High oil prices and Arab customers’ reluctance to travel to international diamond markets to purchase the precious stones have also helped the market’s success, said Youri Steverlynck.
Steverlynck told Business 24|7 that diamond trade conducted through the DDE saw sales worth more than $9bn (Dh33bn) annually. He said the bourse, which started from scratch five years ago, benefited from 20 per cent growth in business in the region from the GCC to Turkey.
“In 2007, we crossed the $4bn [Dh14.6bn] mark in rough diamonds and $5bn [Dh18.3bn] in polished diamonds,” he said. “Antwerp, New York, Mumbai and Hong Kong are the leading diamond exchanges in the world and DDE is completing their services, not competing with them.
“The Israeli diamond market is the only other diamond exchange in the Middle East but it caters mainly to the US market, which is likely to witness slowdown due to the sub-prime problem and recessionary trends.”
The United States, European and Japanese diamond bourses are witnessing slow or negative growth due to fears of recession.
“Unlike gold prices, which have been skyrocketing, diamond prices have remained stable for almost a year now. We are offering better services to customers at international prices. If we can play that role effectively, DDE will do a fantastic job in the world diamond market.

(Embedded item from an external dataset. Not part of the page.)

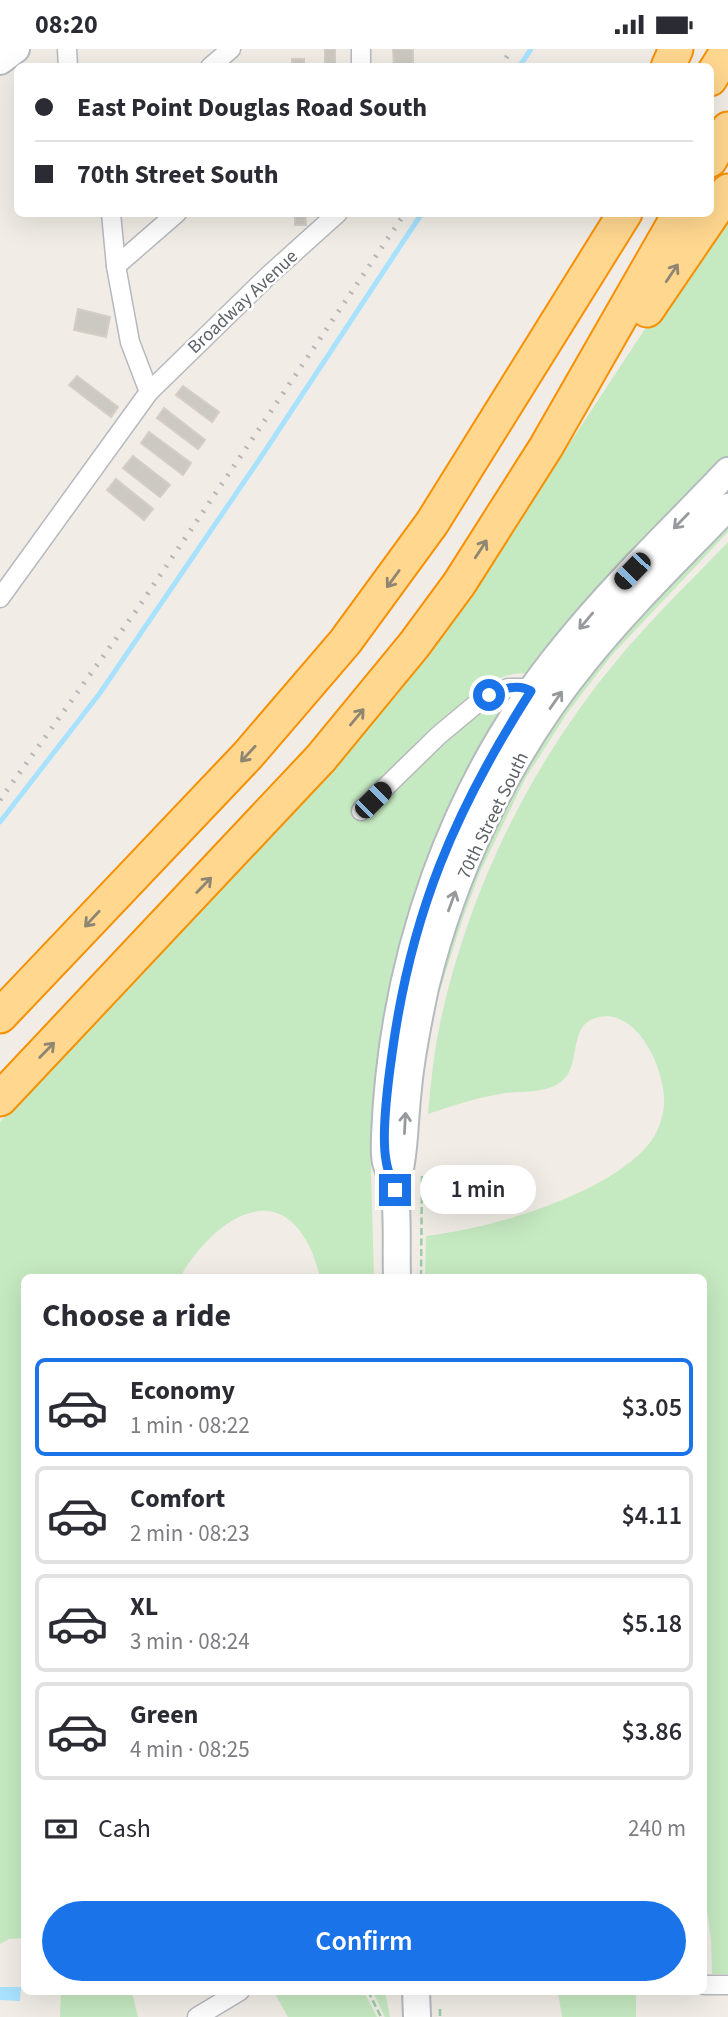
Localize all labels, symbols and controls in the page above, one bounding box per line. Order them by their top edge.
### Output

Most of the trade done at the Israeli Diamond Bourse is focused on the US market. Due to the weak US market, they are also looking towards the Eastern markets, such as India and China.”
He said many diamond traders who traditionally operated from the Antwerp diamond exchange – the world’s largest diamond bourse – were queuing up to get a foothold in the Middle East market. The best performing diamond exchanges in the world are DDE and the Bharat Diamond Bourse in Mumbai. “But the largest diamond jewellery market in the world remains the US, which accounts for more than 50 per cent of the global market. European and Japanese markets control 12 per cent of the business each. The Middle East is the best upcoming market, plus it is close to two emerging Asian markets – India and China.
“The Japanese market experienced negative growth due to recession and the diamond business experienced the knock-out effect. DDE’s advantage is that it is a bridge between China and India,” Steverlynck said. The global diamond jewellery business is worth $70bn (Dh256.9bn) per year and the Middle East accounts for 15 per cent of the market.
“The European diamond markets have been flat for the past four years and the Japanese diamond bourse witnessed negative growth three years ago. The US diamond market has almost peaked.
Therefore, it makes sense to build a wholesale diamond centre in a place where retail consumption is rapidly growing,” he said.
About 70 per cent of the diamond market is based on Saudi customers, who used to shop for diamonds in the US, Europe and India.
Due to security and other concerns, Saudis stopped shopping for diamonds in the international markets and instead turned to DDE. Dubai is emerging as an important destination for both retailers and suppliers.
AT THE HELM
Youri Steverlynck, the chief executive of DDE, has extensive experience in the international diamond trade.
A lawyer with expertise in commercial and public law, he left the Antwerp Bar for the diamond business when he become spokesman of Belgium’s diamond industry in 2000. He was appointed marketing director of Antwerp World Diamond Centre in 2004 and became responsible for the organisation’s public affairs unit. In 2006, he joined Dubai Multi Commodities Centre as general counsel for Diamonds.